Vitasoy and URC are creating a JV in the Philippines to create dairy-alternative beverages for the market. Pic: ©iStock/IgorDutina
Vitasoy and URC are creating a JV in the Philippines to create dairy-alternative beverages for the market. Pic: ©iStock/IgorDutina

Hong Kong’s Vitasoy Group (Vitasoy) and Universal Robina Corporation (URC) in the Philippines have established a joint venture to explore the potential of plant-based sustainable beverages in the Philippines.

URC’s president and CEO Lance Y. Gokongwei said URC and Vitasoy are companies that strive to promote both consumer well-being and sustainable nutrition.

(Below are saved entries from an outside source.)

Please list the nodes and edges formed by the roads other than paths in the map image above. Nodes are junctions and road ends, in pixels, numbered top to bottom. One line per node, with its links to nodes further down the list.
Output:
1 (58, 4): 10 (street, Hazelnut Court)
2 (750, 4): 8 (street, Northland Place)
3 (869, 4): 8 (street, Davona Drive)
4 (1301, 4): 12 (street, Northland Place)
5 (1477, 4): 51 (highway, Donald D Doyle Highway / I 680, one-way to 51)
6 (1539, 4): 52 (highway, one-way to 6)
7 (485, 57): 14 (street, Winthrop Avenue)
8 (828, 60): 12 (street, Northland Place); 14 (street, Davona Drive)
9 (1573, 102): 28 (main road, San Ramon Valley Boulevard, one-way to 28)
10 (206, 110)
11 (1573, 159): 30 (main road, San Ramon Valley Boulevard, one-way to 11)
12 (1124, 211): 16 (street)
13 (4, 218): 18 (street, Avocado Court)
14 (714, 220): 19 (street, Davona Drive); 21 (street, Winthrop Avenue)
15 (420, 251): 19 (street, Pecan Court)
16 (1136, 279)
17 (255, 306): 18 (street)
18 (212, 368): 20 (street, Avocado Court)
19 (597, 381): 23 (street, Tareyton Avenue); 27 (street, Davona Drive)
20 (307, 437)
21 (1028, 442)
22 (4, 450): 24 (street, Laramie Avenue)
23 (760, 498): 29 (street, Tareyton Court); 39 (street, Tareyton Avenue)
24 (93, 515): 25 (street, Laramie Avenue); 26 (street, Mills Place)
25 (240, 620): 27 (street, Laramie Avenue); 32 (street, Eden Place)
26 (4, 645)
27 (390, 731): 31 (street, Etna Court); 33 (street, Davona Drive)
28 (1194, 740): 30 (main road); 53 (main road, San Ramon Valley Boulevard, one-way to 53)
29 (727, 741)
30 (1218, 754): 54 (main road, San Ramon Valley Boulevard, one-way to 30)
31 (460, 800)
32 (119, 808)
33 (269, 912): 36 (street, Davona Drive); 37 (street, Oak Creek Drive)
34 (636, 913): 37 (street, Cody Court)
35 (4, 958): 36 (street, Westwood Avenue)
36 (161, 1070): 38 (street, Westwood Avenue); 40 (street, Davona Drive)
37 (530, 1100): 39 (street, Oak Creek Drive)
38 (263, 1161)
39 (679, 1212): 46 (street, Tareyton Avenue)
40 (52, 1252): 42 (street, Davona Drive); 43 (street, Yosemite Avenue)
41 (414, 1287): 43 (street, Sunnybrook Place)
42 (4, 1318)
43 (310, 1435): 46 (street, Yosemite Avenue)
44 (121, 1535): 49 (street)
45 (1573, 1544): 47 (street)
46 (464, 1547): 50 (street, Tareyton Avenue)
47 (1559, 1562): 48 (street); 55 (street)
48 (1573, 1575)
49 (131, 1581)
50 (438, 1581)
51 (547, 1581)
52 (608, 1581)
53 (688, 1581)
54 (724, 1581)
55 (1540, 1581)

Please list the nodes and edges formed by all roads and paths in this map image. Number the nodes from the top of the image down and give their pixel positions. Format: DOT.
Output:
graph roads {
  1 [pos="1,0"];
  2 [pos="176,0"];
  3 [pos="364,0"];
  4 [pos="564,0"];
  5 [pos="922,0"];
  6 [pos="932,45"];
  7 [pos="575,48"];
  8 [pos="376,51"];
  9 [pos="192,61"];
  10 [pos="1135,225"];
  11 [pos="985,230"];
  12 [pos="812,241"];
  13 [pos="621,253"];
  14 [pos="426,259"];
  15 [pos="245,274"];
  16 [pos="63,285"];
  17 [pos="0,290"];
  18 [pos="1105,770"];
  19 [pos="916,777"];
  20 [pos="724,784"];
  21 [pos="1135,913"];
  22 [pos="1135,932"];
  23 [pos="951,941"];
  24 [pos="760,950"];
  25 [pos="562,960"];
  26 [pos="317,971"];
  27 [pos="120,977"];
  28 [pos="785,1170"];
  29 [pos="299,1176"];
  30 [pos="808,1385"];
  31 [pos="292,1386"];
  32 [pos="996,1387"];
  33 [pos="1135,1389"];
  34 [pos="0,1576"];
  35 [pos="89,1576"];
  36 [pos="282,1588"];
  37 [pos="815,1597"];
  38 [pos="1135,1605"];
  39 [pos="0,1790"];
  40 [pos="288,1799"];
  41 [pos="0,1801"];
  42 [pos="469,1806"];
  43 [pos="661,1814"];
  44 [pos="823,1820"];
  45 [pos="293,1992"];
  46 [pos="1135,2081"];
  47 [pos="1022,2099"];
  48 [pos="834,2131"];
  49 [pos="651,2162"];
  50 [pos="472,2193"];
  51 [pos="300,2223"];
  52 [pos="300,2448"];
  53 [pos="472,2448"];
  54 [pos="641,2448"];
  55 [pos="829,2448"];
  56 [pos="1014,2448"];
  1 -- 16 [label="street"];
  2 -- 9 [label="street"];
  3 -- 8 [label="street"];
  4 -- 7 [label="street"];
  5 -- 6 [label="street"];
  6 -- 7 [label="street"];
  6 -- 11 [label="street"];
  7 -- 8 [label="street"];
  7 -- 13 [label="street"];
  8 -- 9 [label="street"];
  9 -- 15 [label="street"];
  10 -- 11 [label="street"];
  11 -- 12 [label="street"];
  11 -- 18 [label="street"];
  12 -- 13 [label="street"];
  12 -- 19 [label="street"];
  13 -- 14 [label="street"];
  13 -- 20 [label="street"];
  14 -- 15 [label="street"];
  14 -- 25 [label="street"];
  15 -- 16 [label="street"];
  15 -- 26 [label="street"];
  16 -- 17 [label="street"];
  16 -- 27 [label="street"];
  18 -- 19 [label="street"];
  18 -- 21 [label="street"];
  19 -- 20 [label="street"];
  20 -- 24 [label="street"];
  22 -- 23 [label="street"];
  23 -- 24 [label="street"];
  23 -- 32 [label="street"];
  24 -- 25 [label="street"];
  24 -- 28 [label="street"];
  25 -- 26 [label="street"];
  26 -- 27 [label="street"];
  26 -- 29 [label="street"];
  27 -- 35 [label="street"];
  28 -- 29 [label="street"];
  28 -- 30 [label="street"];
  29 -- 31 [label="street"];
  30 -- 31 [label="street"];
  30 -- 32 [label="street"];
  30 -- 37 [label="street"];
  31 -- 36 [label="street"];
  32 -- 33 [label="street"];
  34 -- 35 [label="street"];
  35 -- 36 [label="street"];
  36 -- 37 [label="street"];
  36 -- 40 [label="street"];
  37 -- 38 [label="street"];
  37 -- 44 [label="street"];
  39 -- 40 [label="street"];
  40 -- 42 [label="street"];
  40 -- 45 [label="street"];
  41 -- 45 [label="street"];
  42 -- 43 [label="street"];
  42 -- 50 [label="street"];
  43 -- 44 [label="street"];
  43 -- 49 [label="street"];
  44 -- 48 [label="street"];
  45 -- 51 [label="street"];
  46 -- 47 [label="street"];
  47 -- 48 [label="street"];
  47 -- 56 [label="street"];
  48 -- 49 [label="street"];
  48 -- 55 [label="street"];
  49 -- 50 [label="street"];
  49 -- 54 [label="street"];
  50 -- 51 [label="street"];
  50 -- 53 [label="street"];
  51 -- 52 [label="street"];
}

Established in 1940 by Dr Kwee-seong Lo, Vitasoy is an international manufacturer and distributor of a food and beverage portfolio focused on sustainable plant-based nutrition.

Its products include soya and other types of plant milk, such as coconut milk and almond milk, as well as tofu under the VITASOY brand.

Made with non-GMO soya beans, Vitasoy’s soya milk portfolio offers a variety of formulations such as those that have zero cholesterol, are lactose free, low in saturated fat and rich in protein.

Vitasoy currently has manufacturing operations in Hong Kong, Mainland China, Australia and Singapore, and sells to more than 40 markets globally. It has a market capitalization exceeding $2bn as of January 31, 2017.

URC – the company behind market leading brands Jack ‘n Jill, Great Taste, and C2 – is one of the Philippines’ largest branded consumer food and beverage companies, with a market capitalization of almost $9bn and a growing presence in the ASEAN and Oceania markets.

Vitasoy has not commented on financial details or potential job creations as a result of the collaboration.